またこうした提案では、地域活性化のための補助金を当てにする企業が多いが、「補助金は一切もらわない。提供してほしいのは、情報と熱意と労力」と強調。町の中のどこにどんな特産物があり、誰が作っているかを地元以外の人間が調べるのは困難だ。その部分の協力を自治体職員などに依頼し、あとは農家、漁師、もしくは道の駅などから自分たちが直接仕入れる形にする。さらに農産物の場合、農協には卸せない形の悪いものも含めて、農協より1個10円でも高い金額で買い取る姿勢を伝えた。

1カ月間にプレゼンを3回行い、ようやく協力をしてもらえることになったが、当初、自治体側は「応援はするが公認はしない」というスタンス。「"町ぐるみ"といった表現は控えてほしい」とくぎを刺されていた。
しかし2009年8月、三越前に「北海道 八雲町」をオープンすると、すぐに月商1100万~1200万円を稼ぎ出す繁盛店となり、「八雲町」は3店舗(三越前店、浜松町店、日本橋別館)に拡大。八雲町の関係者も何度か来店し、オープンから半年後には「八雲町公認」のお墨付きがもらえたという。
続いて「焼き鳥の店も始めたい」と考え、日本中から40種類以上の鶏肉を取り寄せて研究した結果、選んだのが鶏肉の名産地として知られる佐賀県三瀬村で3年前に誕生した鶏種「赤鶏」。生産地の三瀬村を訪ねてタマネギなどの新たな名産品も発見し、2012年7月に「佐賀県三瀬村 ふもと赤鶏」を東京・田町に開業。現在、八重洲店と合わせて2店舗展開している。
さらに2012年8月にはカキを中心にした「北海道 厚岸」を、2012年12月にはむつ下北半島の食材を中心にした「青森県むつ下北半島」オープンした。
町のブランド価値が上昇すれば、店の価値も上がる
同社が魅力的な食材を発見することと同じくらいこだわっているのが、「魅力を料理だけでなく言葉でも伝えること」。そのため、新店のオープン前には多くのスタッフを産地に出張させ、生産者と一緒に農作業を経験したり、酒を酌み交わしたりさせるそうだ。

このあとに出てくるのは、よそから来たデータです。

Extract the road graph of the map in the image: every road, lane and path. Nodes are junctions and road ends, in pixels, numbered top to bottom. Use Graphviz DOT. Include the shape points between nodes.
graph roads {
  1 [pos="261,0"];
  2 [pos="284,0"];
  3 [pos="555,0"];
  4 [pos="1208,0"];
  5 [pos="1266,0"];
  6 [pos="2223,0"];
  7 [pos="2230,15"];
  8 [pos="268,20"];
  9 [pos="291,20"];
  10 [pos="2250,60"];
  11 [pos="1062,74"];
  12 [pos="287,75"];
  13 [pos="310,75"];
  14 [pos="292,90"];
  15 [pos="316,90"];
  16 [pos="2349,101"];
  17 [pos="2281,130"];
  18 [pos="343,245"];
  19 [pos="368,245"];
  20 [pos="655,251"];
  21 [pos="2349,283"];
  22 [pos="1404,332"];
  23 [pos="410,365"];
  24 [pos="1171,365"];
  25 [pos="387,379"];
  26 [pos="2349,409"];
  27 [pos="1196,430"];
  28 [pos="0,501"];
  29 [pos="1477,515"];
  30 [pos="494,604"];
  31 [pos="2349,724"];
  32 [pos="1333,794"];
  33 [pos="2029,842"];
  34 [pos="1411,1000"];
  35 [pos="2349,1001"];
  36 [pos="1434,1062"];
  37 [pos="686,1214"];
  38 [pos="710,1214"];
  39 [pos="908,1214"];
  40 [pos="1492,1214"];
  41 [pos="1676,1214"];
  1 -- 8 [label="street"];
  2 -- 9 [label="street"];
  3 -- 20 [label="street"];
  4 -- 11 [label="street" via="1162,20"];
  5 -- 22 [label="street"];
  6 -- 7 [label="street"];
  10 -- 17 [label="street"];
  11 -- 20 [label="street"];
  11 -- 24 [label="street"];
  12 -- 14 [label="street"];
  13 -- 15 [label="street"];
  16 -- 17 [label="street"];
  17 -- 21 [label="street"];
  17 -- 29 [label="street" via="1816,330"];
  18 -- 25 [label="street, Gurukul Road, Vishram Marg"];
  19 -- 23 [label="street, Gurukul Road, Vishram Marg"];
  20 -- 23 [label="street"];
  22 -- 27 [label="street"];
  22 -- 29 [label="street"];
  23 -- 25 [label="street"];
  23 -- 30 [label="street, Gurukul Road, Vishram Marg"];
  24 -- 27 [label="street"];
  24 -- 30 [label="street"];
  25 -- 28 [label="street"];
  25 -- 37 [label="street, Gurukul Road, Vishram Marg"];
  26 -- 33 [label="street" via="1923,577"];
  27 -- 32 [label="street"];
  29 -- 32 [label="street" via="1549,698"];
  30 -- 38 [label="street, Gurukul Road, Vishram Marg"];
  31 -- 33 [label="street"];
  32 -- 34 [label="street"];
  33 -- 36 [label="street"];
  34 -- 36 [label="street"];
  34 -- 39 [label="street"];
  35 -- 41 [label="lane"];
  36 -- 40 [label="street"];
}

まるで地元民かのような、熱のこもった説明ができる理由が分かった気がした。


その甲斐あってか、この店をきっかけに八雲町に興味を持ち、実際に八雲町に行ってきた常連客もいるという。「僕たちが目指しているのは、まだ知られていない小さな産地の価値を都会の人に伝えることだったので、非常にうれしかった。さらにその町の産品がブランド化すれば、僕たちの店も同じように価値が上がり、お互いに利益を得られる」(合掌社長)。

合掌社長は生産者からよく「食べた人の感想を教えてほしい」と言われるそうだが、そのたびに生産者と食べた人がつながらない、現在の流通の問題点を痛感するという。札幌中央市場でも、海産物のラベルには「北海道」と大ざっぱにしか表示されていない場合も多いそうだ。

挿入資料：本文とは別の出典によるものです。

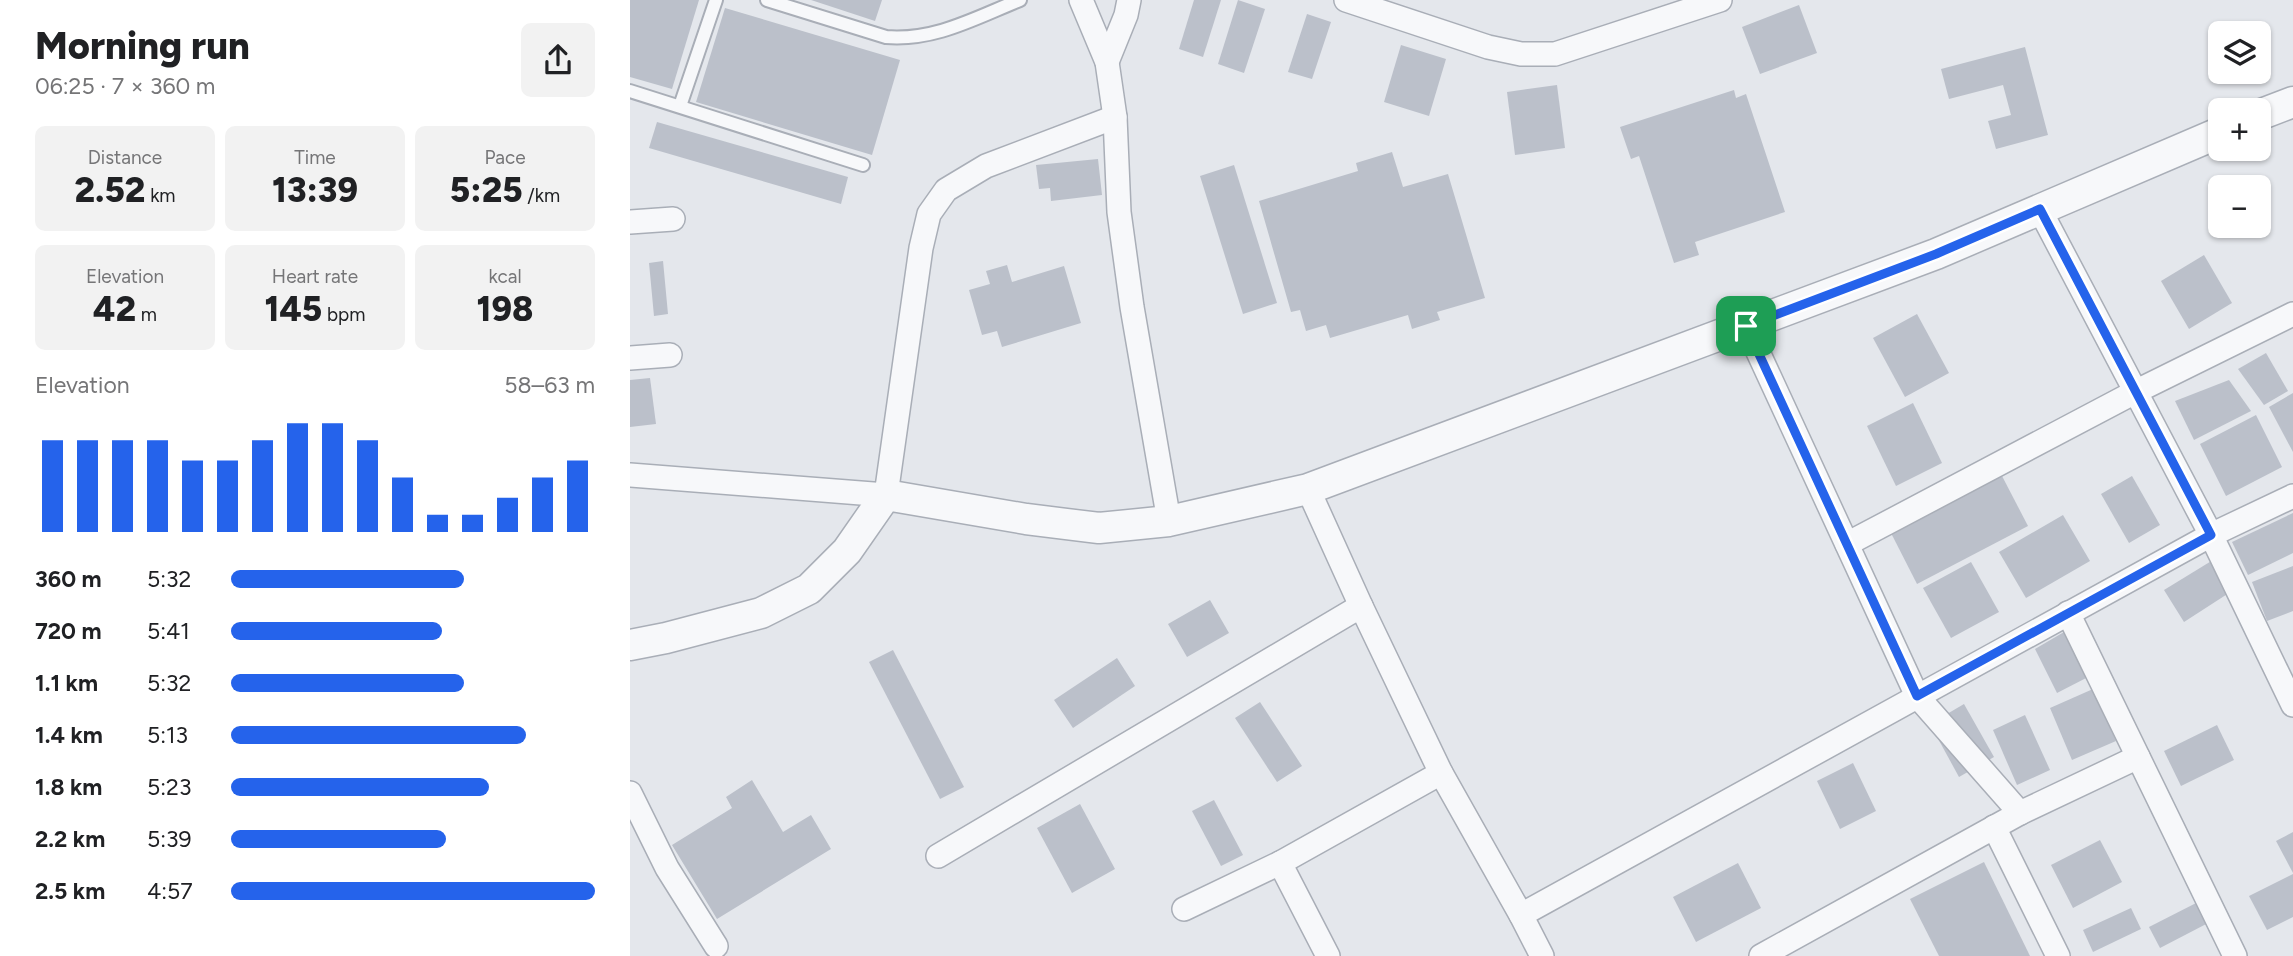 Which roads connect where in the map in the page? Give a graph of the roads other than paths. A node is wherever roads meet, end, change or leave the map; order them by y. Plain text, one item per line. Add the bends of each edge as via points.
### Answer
1 (716, 0) edge
2 (767, 0) edge
3 (1020, 0) edge
4 (1081, 0) edge
5 (1129, 0) edge
6 (1346, 0) edge
7 (1720, 0) edge
8 (1107, 62) junction
9 (630, 91) edge
10 (2293, 102) edge
11 (680, 106) junction
12 (2271, 110) edge
13 (1115, 117) junction
14 (2208, 138) edge
15 (863, 165) dead end
16 (2040, 209) junction
17 (673, 219) dead end
18 (630, 222) edge
19 (2293, 314) edge
20 (1746, 326) junction
21 (670, 355) dead end
22 (630, 358) edge
23 (2136, 392) junction
24 (630, 475) edge
25 (1308, 489) junction
26 (886, 495) junction
27 (2293, 496) edge
28 (1169, 521) junction
29 (2211, 535) junction
30 (1847, 544) junction
31 (1361, 606) junction
32 (2068, 613) junction
33 (630, 645) edge
34 (1917, 696) junction
35 (2293, 705) edge
36 (2138, 757) junction
37 (1441, 773) junction
38 (630, 793) edge
39 (2020, 813) junction
40 (1994, 828) junction
41 (938, 856) dead end
42 (1280, 863) junction
43 (1184, 909) dead end
44 (1521, 915) junction
45 (716, 946) dead end
46 (1328, 956) edge
47 (1542, 956) edge
48 (1761, 956) edge
49 (2058, 956) edge
50 (2235, 956) edge

1 - 11 lane
2 - 3 lane via 886,37 903,38 929,36
4 - 8 street
5 - 8 street
6 - 7 street via 1521,54 1555,54
8 - 13 street
9 - 11 lane
10 - 12 street
11 - 15 lane
13 - 26 street via 986,166 946,190 929,214
13 - 28 street via 1121,226
14 - 16 street
16 - 20 street
16 - 23 street
17 - 18 street
19 - 23 street
20 - 25 street
20 - 30 street
21 - 22 street
23 - 29 street
23 - 30 street
24 - 26 street
25 - 28 street
25 - 31 street
26 - 28 street via 1099,528
26 - 33 street via 847,551 808,589 761,613
27 - 29 street
29 - 32 street
29 - 35 street
30 - 34 street
31 - 37 street
31 - 41 street
32 - 34 street
32 - 36 street
34 - 39 street
34 - 44 street
36 - 39 street
36 - 50 street
37 - 42 street
37 - 44 street
38 - 45 street via 667,868
39 - 40 street
40 - 48 street
40 - 49 street
42 - 43 street
42 - 46 street
44 - 47 street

流通の発達で食材自体は産地からすぐに届くようになっても、間に介在する業者が増え、生産者と消費者の距離はむしろ遠くなっている。今まさに問題視されている産地偽装表示問題も、そのことが遠因の1つだろう。お金だけでなく、無名の生産地の認知度を上げることに意義を見いだす「ピンポイント産直居酒屋」のビジネスモデルに、そうした構造的な問題を解決するヒントがあるのかもしれない。